細い路地を暫く歩くと、見えてくるのは路地の中程にある寂れた建物。看板には薄く消えかかっている文字で「喫茶 華憐」と書かれている。その看板を見ながら、私はいつもと同じ調子で喫茶店の扉を開いた。
「チリリン」
扉に備え付けられていた来客を知らせる鈴が鳴る。
扉をくぐり喫茶店の中に入ると、私は迷うことなく、いつものカウンター席に座っていく。
「いらっしゃいませ」
「やあマスター、とりあえずコーヒーを」
「かしこまりました」
ここは私が新入社員だった頃から40年も通いつめている行きつけの喫茶店だ。
昔から喫茶店の主であるマスターが1人で切り盛りする、今では数少ない喫煙が出来る喫茶店として私は重宝している。
そんな喫茶店のマスターは、年は70前後だろうか。その容姿は定年を迎えた私が見ても羨ましいほど、背筋もしっかりしており、年齢よりも若々しく見える。だが、彼の顔や手には、人生で様々な経験を過ごしてきたであろう皺が多い。......まぁ、皺の多さといえば、私も人のことが言えないだろう。
「お待たせ致しました。ブレンドコーヒーでございます」
「ありがとう」
――この店には何回、足を運んだのだろうか?
そう思いながら私はタバコに火を点けると、改めて店内を見渡す。今となっては見かけるのも少ない昭和ながらの喫茶店。
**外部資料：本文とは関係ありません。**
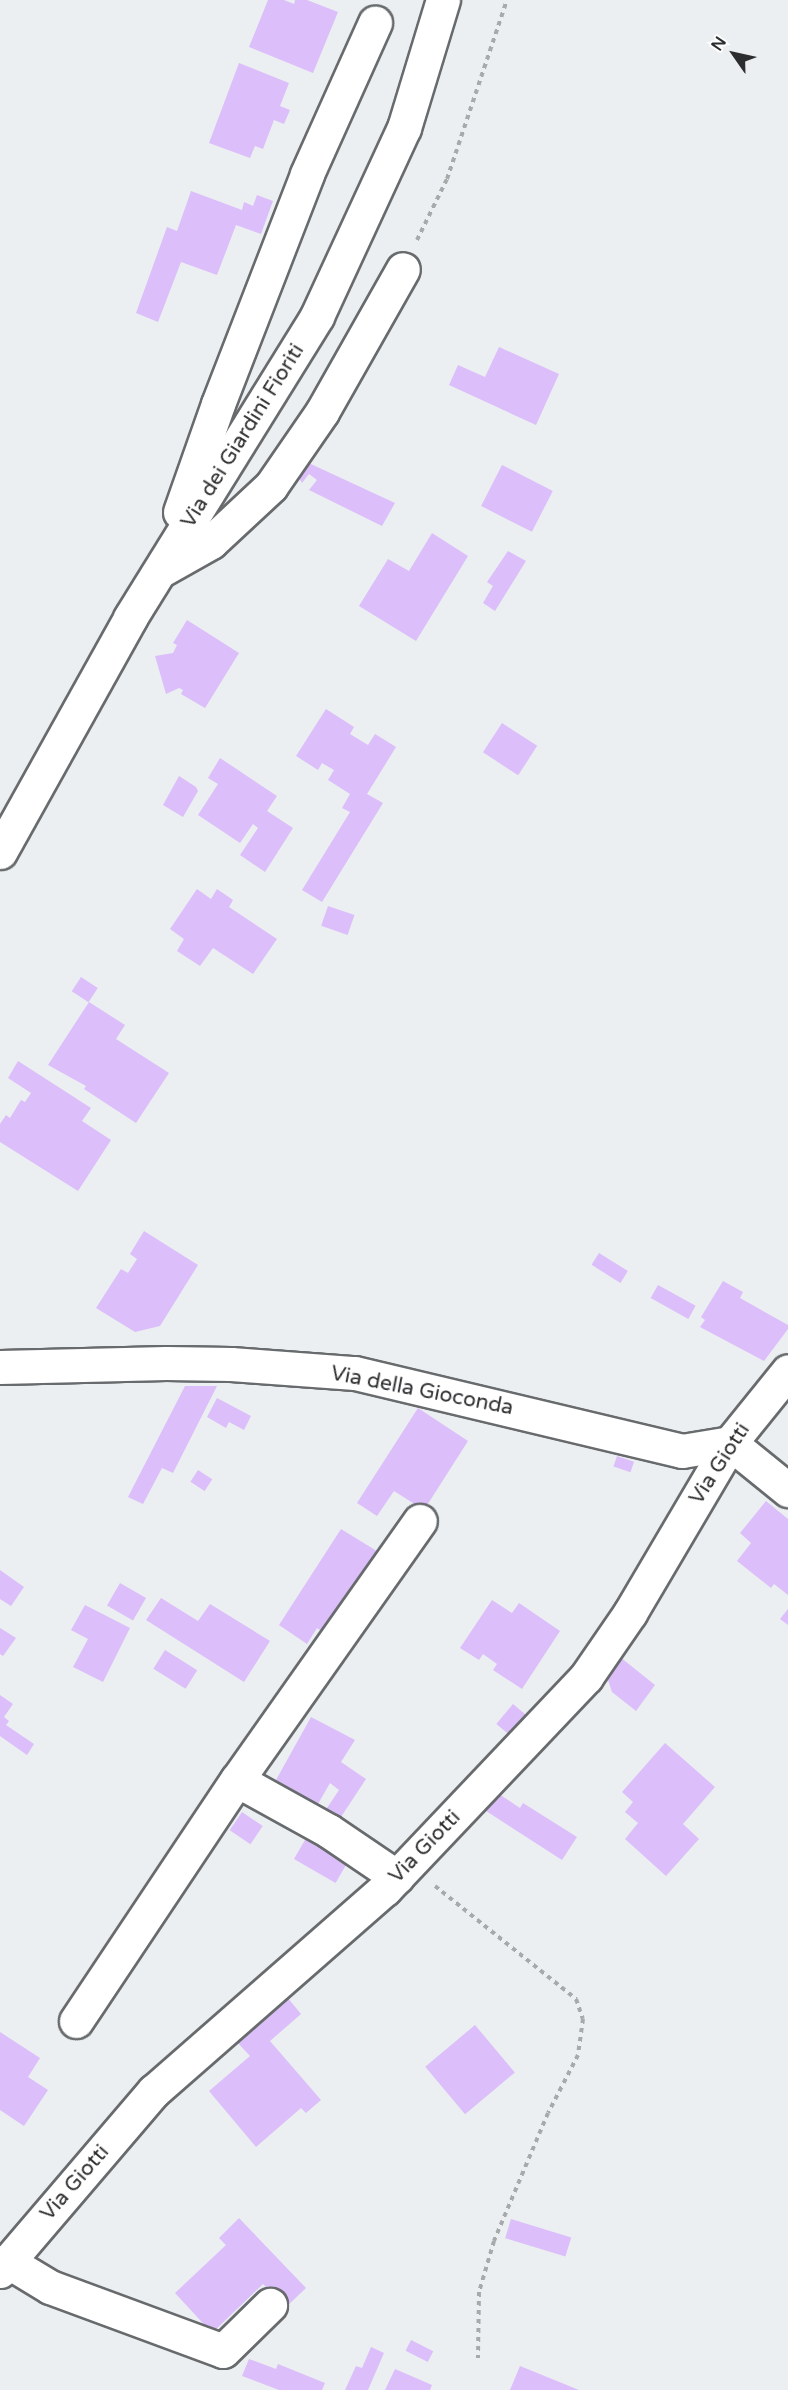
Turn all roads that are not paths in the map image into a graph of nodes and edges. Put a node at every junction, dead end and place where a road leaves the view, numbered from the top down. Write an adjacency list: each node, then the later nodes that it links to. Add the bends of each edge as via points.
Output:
1 (443, 0): 4 (street, Via dei Giardini Fioriti, via 404,128 317,316)
2 (375, 23): 4 (street, via 307,174 218,404)
3 (402, 269): 4 (street, via 322,412 270,486 211,542)
4 (160, 571): 5 (street, Via dei Giardini Fioriti)
5 (0, 852)
6 (0, 1367): 8 (street, Via della Gioconda, via 177,1363 355,1373 682,1451)
7 (788, 1371): 8 (street, Via Giotti)
8 (730, 1443): 9 (street); 12 (street, Via Giotti, via 630,1613 586,1677)
9 (788, 1490)
10 (420, 1521): 11 (street)
11 (237, 1780): 12 (street); 13 (street)
12 (402, 1871): 14 (street, Via Giotti, via 154,2091)
13 (76, 2021)
14 (4, 2266): 15 (street, via 50,2287 223,2350)
15 (270, 2304)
しかし、昔と比べて客も居らず閑散としており、有線で流れる音楽だけが店内に響き渡る。それがなんとも言えない寂しさをも感じさせるが、当の喫茶店の主であるマスターは気にも留めずに新聞を読んでいる。
――昔はこの店も流行っていたのだが......。
40年程前は、私と同じくタバコを吸うサラリーマンの憩いの地として、この喫茶店は賑わっていた。
それに夕方の時間になると常連の老人達も良く出入りしていたのを思い出す。だが、時の流れとはいつも残酷な物だ。時が経つにつれ、常連だった老人の方々も1人また1人と来なくなってしまった。それにここ五年位前だろうか、商店街の入口や駅前に有名なコーヒーチェーン店が出来たのは。ああいった店が出来てからは、ここまでに来る客は殆ど居ないのだろう。もし居たとしても、それは路地に偶然立ち入った客か、それとも、まだ居る私みたいな常連客位だろうか。
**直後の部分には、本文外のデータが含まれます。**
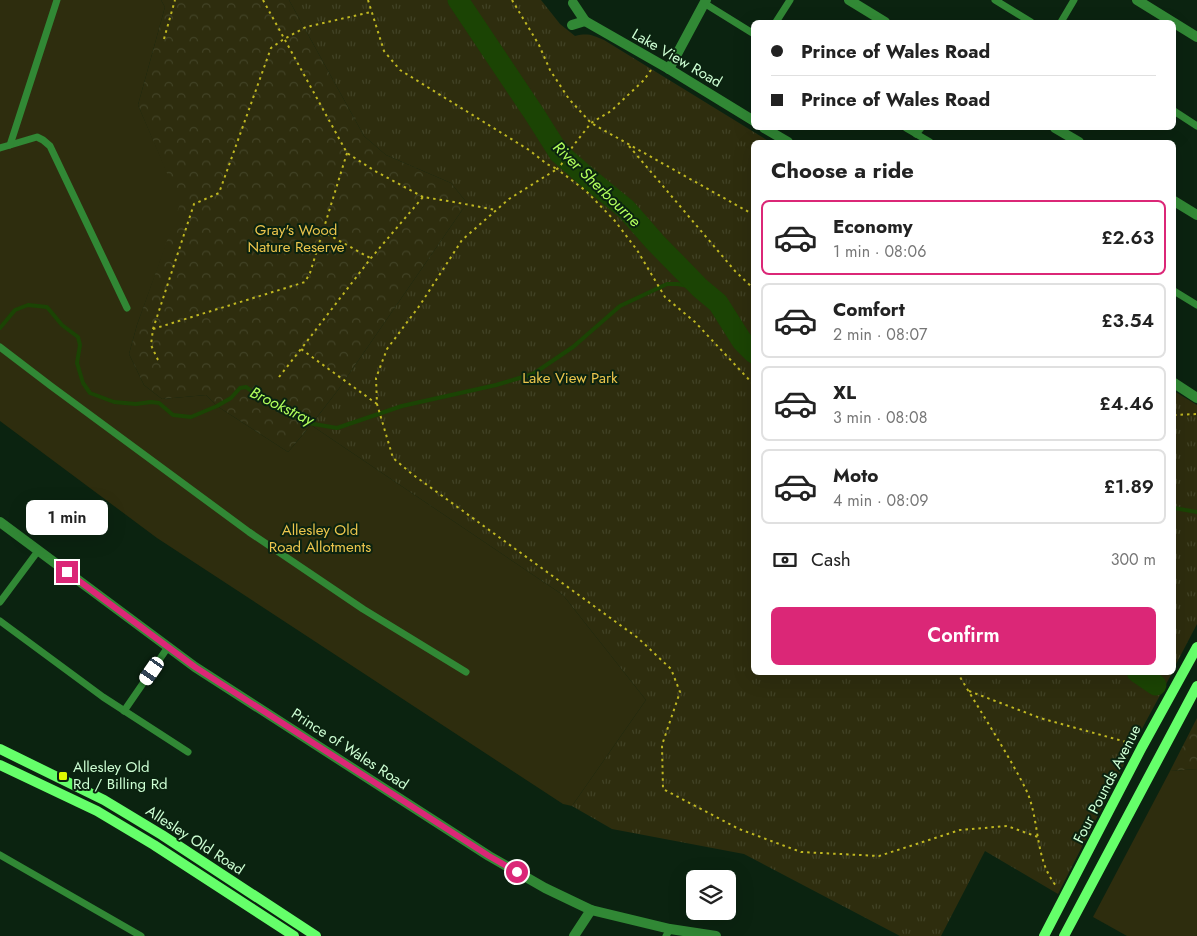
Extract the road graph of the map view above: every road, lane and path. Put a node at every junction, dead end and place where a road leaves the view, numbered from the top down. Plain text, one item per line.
1 (57, 0) edge
2 (175, 0) edge
3 (263, 0) edge
4 (368, 0) edge
5 (512, 0) edge
6 (790, 0) edge
7 (849, 0) edge
8 (995, 0) edge
9 (1074, 0) edge
10 (705, 2) edge
11 (1143, 2) edge
12 (573, 3) dead end
13 (372, 12) junction
14 (777, 20) edge
15 (882, 20) edge
16 (1028, 20) edge
17 (1062, 20) edge
18 (1171, 20) edge
19 (585, 21) junction
20 (1176, 23) edge
21 (572, 25) dead end
22 (751, 32) edge
23 (1197, 37) edge
24 (284, 38) junction
25 (164, 39) dead end
26 (656, 61) junction
27 (669, 68) junction
28 (1176, 112) edge
29 (751, 119) edge
30 (591, 123) junction
31 (1197, 126) edge
32 (767, 130) edge
33 (1058, 130) edge
34 (918, 131) edge
35 (785, 140) edge
36 (928, 140) edge
37 (1076, 140) edge
38 (627, 144) junction
39 (10, 145) junction
40 (0, 148) edge
41 (347, 153) junction
42 (557, 169) junction
43 (423, 197) junction
44 (1176, 202) edge
45 (496, 210) junction
46 (751, 213) edge
47 (1197, 215) edge
48 (322, 232) junction
49 (371, 258) junction
50 (751, 286) edge
51 (1176, 291) edge
52 (1197, 305) edge
53 (127, 308) dead end
54 (153, 328) junction
55 (0, 346) edge
56 (301, 349) junction
57 (158, 360) dead end
58 (279, 377) dead end
59 (751, 382) edge
60 (1176, 384) edge
61 (1197, 398) edge
62 (377, 404) junction
63 (1197, 414) edge
64 (1176, 415) edge
65 (0, 522) edge
66 (38, 551) junction
67 (0, 602) edge
68 (0, 621) edge
69 (168, 647) junction
70 (1197, 647) edge
71 (466, 672) dead end
72 (959, 675) edge
73 (1197, 686) edge
74 (968, 690) junction
75 (124, 711) junction
76 (1142, 747) junction
77 (0, 749) edge
78 (188, 752) dead end
79 (0, 765) edge
80 (1038, 837) junction
81 (0, 855) edge
82 (240, 887) junction
83 (234, 897) junction
84 (1065, 897) junction
85 (591, 910) junction
86 (668, 933) edge
87 (141, 936) edge
88 (294, 936) edge
89 (316, 936) edge
90 (574, 936) edge
91 (716, 936) edge
92 (1044, 936) edge
93 (1064, 936) edge

1 - 39 lane
2 - 25 path
3 - 24 path
4 - 13 path
5 - 30 path
6 - 14 lane
7 - 15 street
8 - 16 lane
9 - 17 lane
10 - 22 lane
10 - 27 street
11 - 18 street
12 - 19 street, Lake View Road
13 - 24 path
13 - 42 path
19 - 21 street
19 - 26 street, Lake View Road
20 - 23 street
24 - 41 path
24 - 54 path
26 - 27 street, Lake View Road
26 - 30 path
27 - 29 street, Lake View Road
28 - 31 lane
30 - 38 path
30 - 42 path
32 - 35 street
33 - 37 street
34 - 36 lane
38 - 46 path
38 - 50 path
39 - 40 lane
39 - 53 lane
41 - 43 path
41 - 48 path
42 - 45 path
42 - 59 path
43 - 45 path
43 - 49 path
44 - 47 street
45 - 62 path
48 - 49 path
48 - 54 path
49 - 56 path
51 - 52 lane
54 - 57 path
55 - 71 lane
56 - 58 path
56 - 62 path
60 - 61 street
62 - 80 path
63 - 64 path
65 - 66 street, Prince of Wales Road
66 - 67 lane
66 - 69 street, Prince of Wales Road
68 - 75 lane
69 - 75 lane
69 - 85 street, Prince of Wales Road
70 - 76 main road, Four Pounds Avenue
72 - 74 path
73 - 93 main road
74 - 76 path
74 - 80 path
75 - 78 lane
76 - 84 main road, Four Pounds Avenue
77 - 82 main road, Allesley Old Road
79 - 83 main road, Allesley Old Road
80 - 84 path
81 - 87 lane
82 - 83 main road
82 - 89 main road, Allesley Old Road
83 - 88 main road, Allesley Old Road
84 - 92 main road, Four Pounds Avenue
85 - 86 street, Prince of Wales Road
85 - 90 street
86 - 91 street, Prince of Wales Road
マスターも最近では体調が思わしくない時があるのか、店自体も不定期に休むことが多くなった。
「マスター、今日は店が開いてて良かったよ」
「おかげさまで、今日は体調が良かったものでして」
私への返事に、そう短く答えたマスターは、顔を下に向けて洗い物へと集中する。
喫茶店のマスターは、お世辞にも愛想が良い方とは言えない。
だが、それも仕方ない。
私とマスターは、あくまで客と店員の関係だ。もう少し親しければ親身な話も出来たのだろうが、通いだしてからの40年の間にその様な事は殆どなかった。私は店に来てタバコを蒸し、コーヒーを飲む。ただ、それだけ。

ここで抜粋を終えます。